Previous research conducted in East Asia showed lack of perception of sexual problems and belief that sexual dysfunction is not a medical issue as main reasons for not seeking medical help.17 We hypothesised Japanese patients may not recognise their sexual dysfunction as a medical problem. Our secondary aims were to examine factors that would be barriers to consulting for treatment and gain a greater understanding qualitatively of participants’ perspectives on sexual dysfunction. Our mixed methods purpose was to integrate the quantitative and qualitative results by merging attitudinal factors with the qualitative perspectives.
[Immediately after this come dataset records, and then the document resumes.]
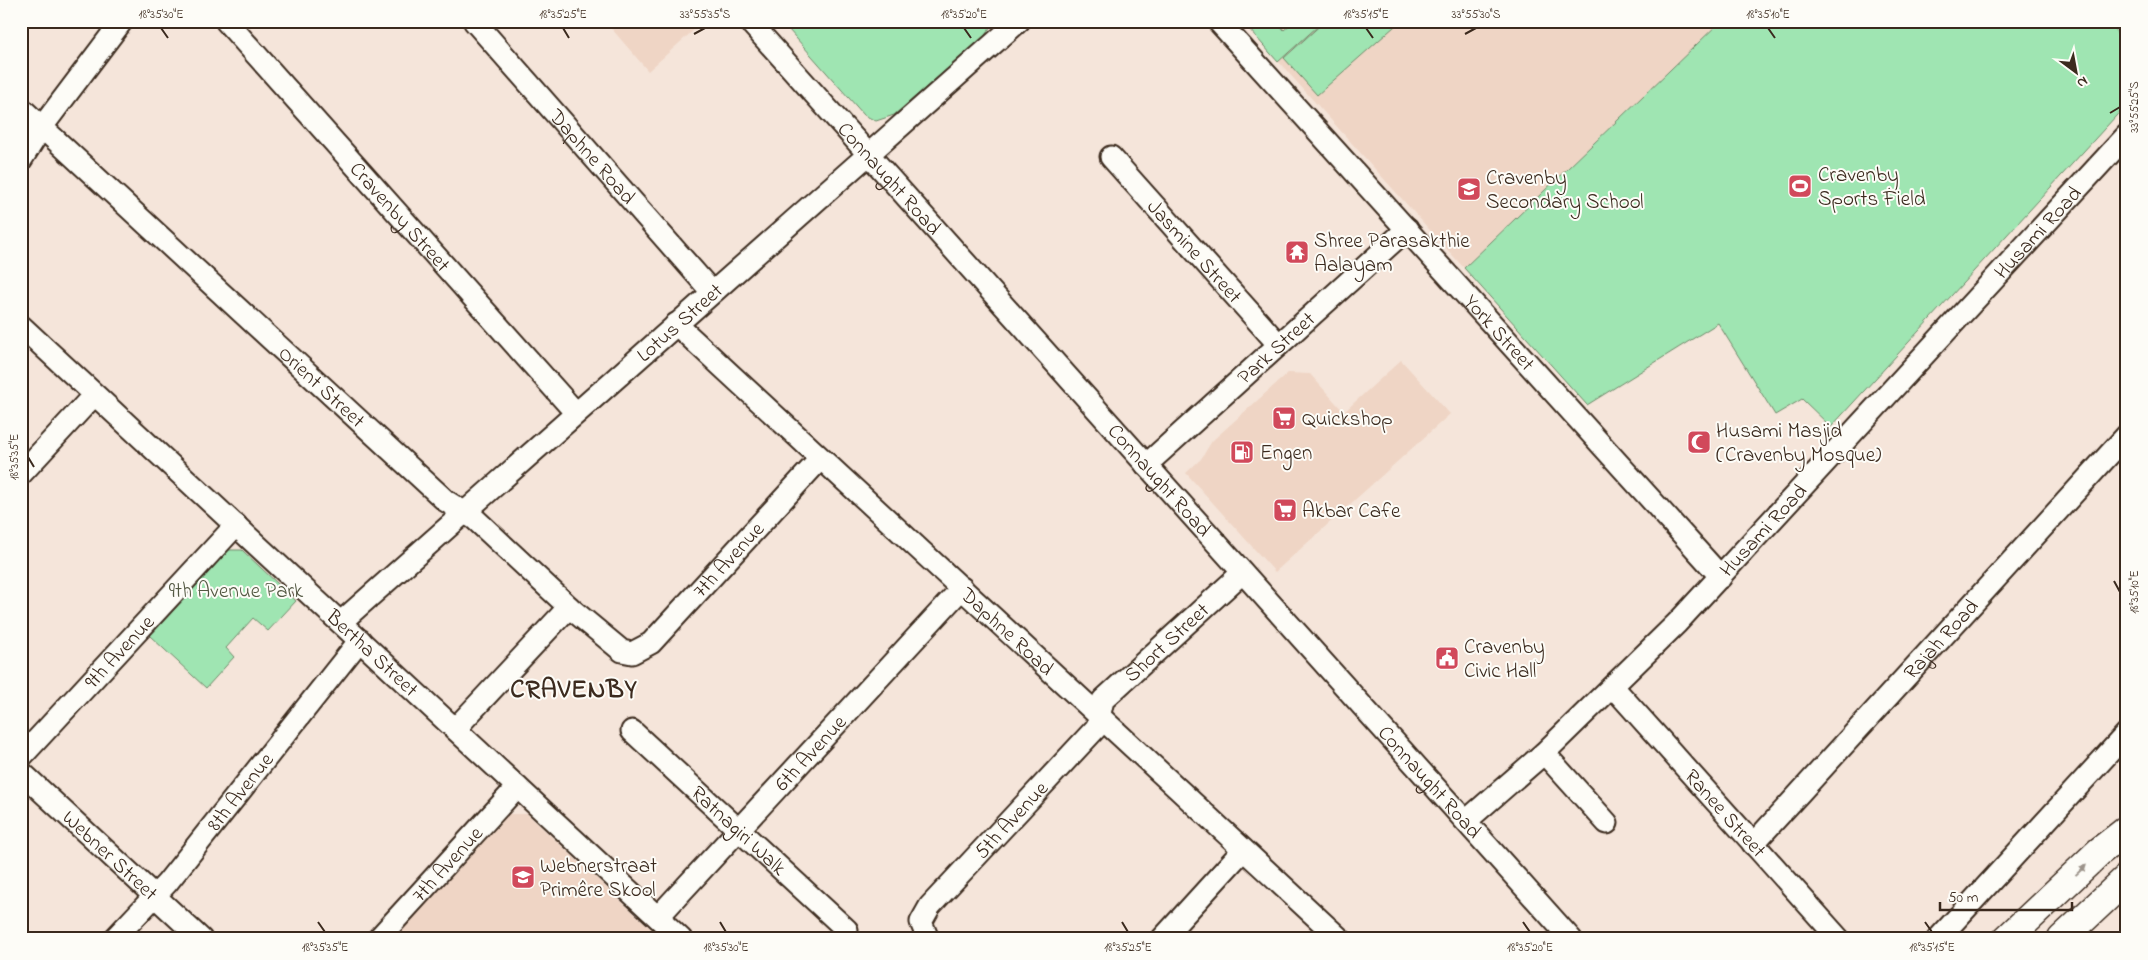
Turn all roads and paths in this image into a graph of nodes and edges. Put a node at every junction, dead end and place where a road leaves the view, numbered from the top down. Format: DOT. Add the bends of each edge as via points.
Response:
graph roads {
  1 [pos="122,21"];
  2 [pos="226,21"];
  3 [pos="474,21"];
  4 [pos="749,21"];
  5 [pos="1019,21"];
  6 [pos="1218,21"];
  7 [pos="21,108"];
  8 [pos="42,127"];
  9 [pos="2127,135"];
  10 [pos="868,154"];
  11 [pos="1111,157"];
  12 [pos="21,160"];
  13 [pos="1407,229"];
  14 [pos="712,292"];
  15 [pos="676,324"];
  16 [pos="21,326"];
  17 [pos="1279,345"];
  18 [pos="94,394"];
  19 [pos="576,413"];
  20 [pos="2127,435"];
  21 [pos="820,459"];
  22 [pos="1146,465"];
  23 [pos="21,474"];
  24 [pos="464,513"];
  25 [pos="236,525"];
  26 [pos="1242,573"];
  27 [pos="1721,578"];
  28 [pos="962,588"];
  29 [pos="569,607"];
  30 [pos="341,622"];
  31 [pos="360,640"];
  32 [pos="632,653"];
  33 [pos="1613,688"];
  34 [pos="1099,716"];
  35 [pos="455,729"];
  36 [pos="632,731"];
  37 [pos="2127,733"];
  38 [pos="1544,753"];
  39 [pos="21,757"];
  40 [pos="21,772"];
  41 [pos="517,787"];
  42 [pos="1466,821"];
  43 [pos="1608,823"];
  44 [pos="738,830"];
  45 [pos="2127,830"];
  46 [pos="1753,844"];
  47 [pos="1243,850"];
  48 [pos="2127,878"];
  49 [pos="155,896"];
  50 [pos="658,917"];
  51 [pos="847,930"];
  52 [pos="925,931"];
  53 [pos="114,939"];
  54 [pos="201,939"];
  55 [pos="378,939"];
  56 [pos="681,939"];
  57 [pos="1162,939"];
  58 [pos="1340,939"];
  59 [pos="1571,939"];
  60 [pos="1838,939"];
  61 [pos="1938,939"];
  62 [pos="2007,939"];
  63 [pos="2062,939"];
  1 -- 8 [label="street"];
  2 -- 19 [label="street, Cravenby Street"];
  3 -- 14 [label="street, Daphne Road"];
  4 -- 10 [label="street, Connaught Road"];
  5 -- 10 [label="street, Lotus Street"];
  6 -- 13 [label="street, York Street"];
  7 -- 8 [label="street, Orient Street"];
  8 -- 12 [label="street"];
  8 -- 24 [label="street, Orient Street" via="431,487"];
  9 -- 27 [label="street, Husami Road"];
  10 -- 14 [label="street, Lotus Street"];
  10 -- 22 [label="street, Connaught Road"];
  11 -- 17 [label="street, Jasmine Street"];
  13 -- 17 [label="street, Park Street"];
  13 -- 27 [label="street, York Street"];
  14 -- 15 [label="street, Lotus Street"];
  15 -- 19 [label="street, Lotus Street"];
  15 -- 21 [label="street, Daphne Road"];
  16 -- 18 [label="street, Bertha Street"];
  17 -- 22 [label="street, Park Street"];
  18 -- 23 [label="street"];
  18 -- 25 [label="street, Bertha Street"];
  19 -- 24 [label="street, Lotus Street"];
  20 -- 46 [label="street, Rajah Road"];
  21 -- 28 [label="street, Daphne Road"];
  21 -- 32 [label="street, 7th Avenue" via="651,643"];
  22 -- 26 [label="street, Connaught Road"];
  24 -- 29 [label="street, Orient Street" via="475,519"];
  24 -- 30 [label="street, Lotus Street"];
  25 -- 30 [label="street, Bertha Street"];
  25 -- 39 [label="street, 9th Avenue"];
  26 -- 34 [label="street, Short Street" via="1103,700"];
  26 -- 42 [label="street, Connaught Road"];
  27 -- 33 [label="street, Husami Road"];
  28 -- 34 [label="street, Daphne Road"];
  28 -- 44 [label="street, 6th Avenue"];
  29 -- 32 [label="street, Orient Street" via="614,646"];
  29 -- 35 [label="street"];
  30 -- 31 [label="street, Bertha Street"];
  31 -- 35 [label="street, Bertha Street"];
  31 -- 49 [label="street, 8th Avenue"];
  33 -- 38 [label="street, Husami Road"];
  33 -- 46 [label="street, Ranee Street"];
  34 -- 47 [label="street, Daphne Road"];
  34 -- 52 [label="street, 5th Avenue" via="1096,727 930,906"];
  35 -- 41 [label="street, Bertha Street"];
  36 -- 44 [label="street, Ratnagiri Walk"];
  37 -- 61 [label="street"];
  38 -- 42 [label="street, Husami Road"];
  38 -- 43 [label="street"];
  40 -- 49 [label="street, Webner Street"];
  41 -- 50 [label="street, Bertha Street"];
  41 -- 55 [label="street, 7th Avenue"];
  42 -- 59 [label="street, Connaught Road"];
  44 -- 50 [label="street, 6th Avenue"];
  44 -- 51 [label="street, Ratnagiri Walk"];
  62 -- 45 [label="main road, one-way" via="2100,851"];
  46 -- 60 [label="street, Ranee Street"];
  47 -- 57 [label="street"];
  47 -- 58 [label="street, Daphne Road"];
  48 -- 63 [label="main road"];
  49 -- 53 [label="street, 8th Avenue"];
  49 -- 54 [label="street, Webner Street"];
  50 -- 56 [label="street, Bertha Street"];
}
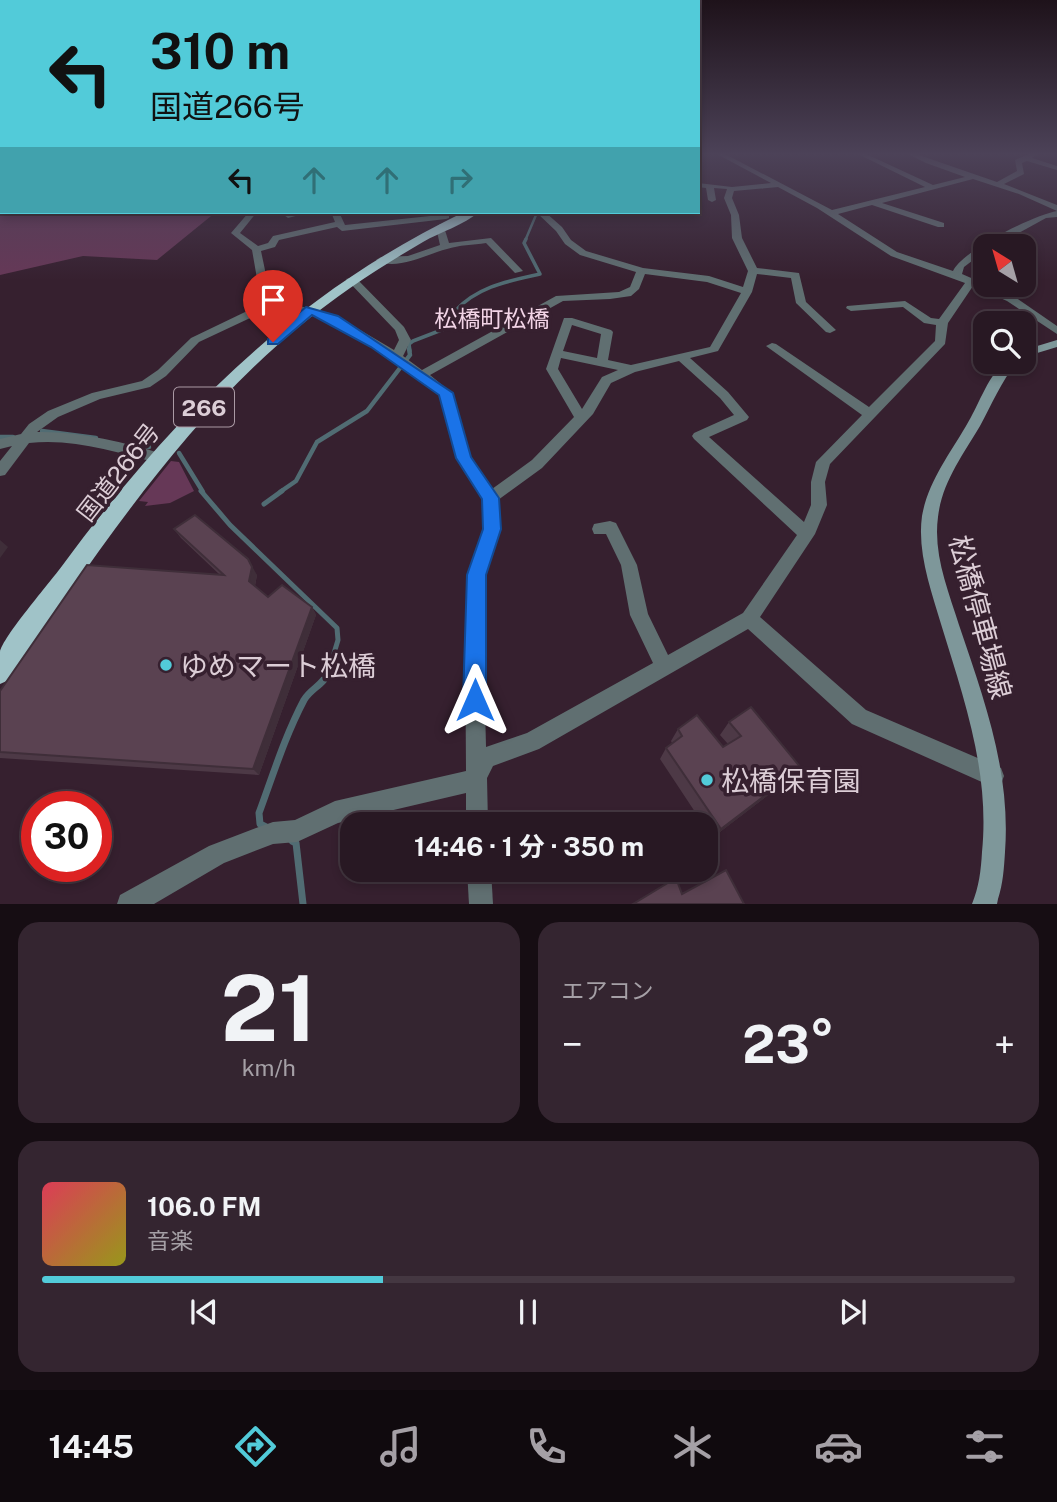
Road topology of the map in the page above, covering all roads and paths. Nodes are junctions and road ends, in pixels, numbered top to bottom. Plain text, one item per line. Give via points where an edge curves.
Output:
1 (711, 196) edge
2 (728, 196) edge
3 (799, 196) edge
4 (895, 196) edge
5 (1026, 196) edge
6 (712, 200) dead end
7 (872, 202) junction
8 (922, 208) dead end
9 (1057, 208) edge
10 (830, 213) junction
11 (251, 214) edge
12 (294, 214) edge
13 (336, 214) edge
14 (465, 214) edge
15 (542, 214) edge
16 (1057, 214) edge
17 (288, 215) dead end
18 (908, 215) junction
19 (1044, 216) junction
20 (445, 219) edge
21 (1057, 224) edge
22 (340, 225) junction
23 (941, 225) dead end
24 (920, 226) dead end
25 (1010, 234) edge
26 (445, 246) junction
27 (256, 249) junction
28 (973, 256) edge
29 (381, 260) junction
30 (518, 271) dead end
31 (642, 271) junction
32 (753, 271) junction
33 (964, 278) junction
34 (351, 279) junction
35 (747, 292) junction
36 (275, 302) junction
37 (851, 308) dead end
38 (310, 310) junction
39 (942, 323) junction
40 (830, 330) dead end
41 (1057, 331) edge
42 (1057, 343) edge
43 (772, 346) dead end
44 (1036, 350) edge
45 (556, 353) junction
46 (680, 356) junction
47 (602, 361) junction
48 (402, 362) junction
49 (631, 369) junction
50 (1002, 374) edge
51 (422, 375) junction
52 (870, 414) junction
53 (580, 418) junction
54 (26, 437) junction
55 (0, 444) edge
56 (158, 458) junction
57 (0, 471) edge
58 (490, 498) junction
59 (600, 529) dead end
60 (807, 534) junction
61 (749, 619) junction
62 (663, 665) junction
63 (0, 671) edge
64 (993, 776) junction
65 (475, 780) junction
66 (476, 812) edge
67 (480, 882) edge
68 (129, 904) edge
69 (481, 904) edge
70 (985, 904) edge

1 - 6 street
2 - 32 street via 737,238
3 - 10 street
4 - 7 street
5 - 9 street
7 - 10 street
7 - 18 street
8 - 18 street
10 - 33 street via 894,254
11 - 27 street via 235,233
12 - 17 street
13 - 22 street
14 - 20 highway, 国道266号 / 266
15 - 31 street via 583,253
16 - 19 street
18 - 23 street
18 - 24 street via 903,218
19 - 21 street
19 - 25 street
20 - 22 street
20 - 26 street
20 - 29 highway, 国道266号 / 266
22 - 27 street via 276,238 272,245
26 - 29 street via 409,259
26 - 30 street via 488,240
27 - 36 street via 264,290
28 - 33 street via 960,266
29 - 34 highway, 国道266号 / 266
31 - 35 street via 691,275
31 - 51 street via 626,295 560,298
32 - 35 street
32 - 40 street via 795,275 801,303
33 - 39 street
33 - 41 street via 1011,299
34 - 38 highway, 国道266号 / 266
34 - 48 street via 400,329 405,340
35 - 46 street via 714,349
36 - 38 street
36 - 54 street via 195,340 146,384 65,409 42,421
37 - 39 street via 905,304 928,321
38 - 48 street via 334,319
38 - 56 highway, 国道266号 / 266 via 236,373
39 - 52 street via 941,342
42 - 44 main road
43 - 52 street
45 - 47 street
45 - 47 street via 568,320 607,332
45 - 53 street via 552,369
46 - 49 street
46 - 60 street via 742,417 699,436
47 - 49 street
48 - 51 street
49 - 53 street via 606,380
50 - 64 main road, 松橋停車場線 via 936,488 929,519 940,593
51 - 58 street via 446,393 464,458
52 - 60 street via 823,461 819,505
53 - 58 street via 537,464
54 - 55 street
54 - 56 street via 64,435
54 - 57 street
56 - 63 highway, 国道266号 / 266
58 - 65 street via 492,529 476,575
59 - 62 street via 610,527 629,565 639,615
60 - 61 street
61 - 62 street
61 - 64 street via 859,718
62 - 65 street via 532,742 486,758
64 - 70 main road, 松橋停車場線 via 998,830
65 - 66 street
65 - 68 street via 335,812 297,831 273,833 217,854
67 - 69 street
The purposes of this research were (1) to examine at-risk Japanese men’s awareness of ED by comparing a single item self-perception assessment of sexual dysfunction with a five-item objective measure of ED, to assess their desire for treatment, and to gauge attitudes about treatment by PCPs, (2) to qualitatively elucidate participating men’s perspectives about their preferences for sexual dysfunction treatment based on written comments and (3) to merge both types of findings to gain an enhanced understanding of how the men’s awareness of ED, desire for treatment and barriers to access linked with their perspectives about ED using joint display analysis and development of a model.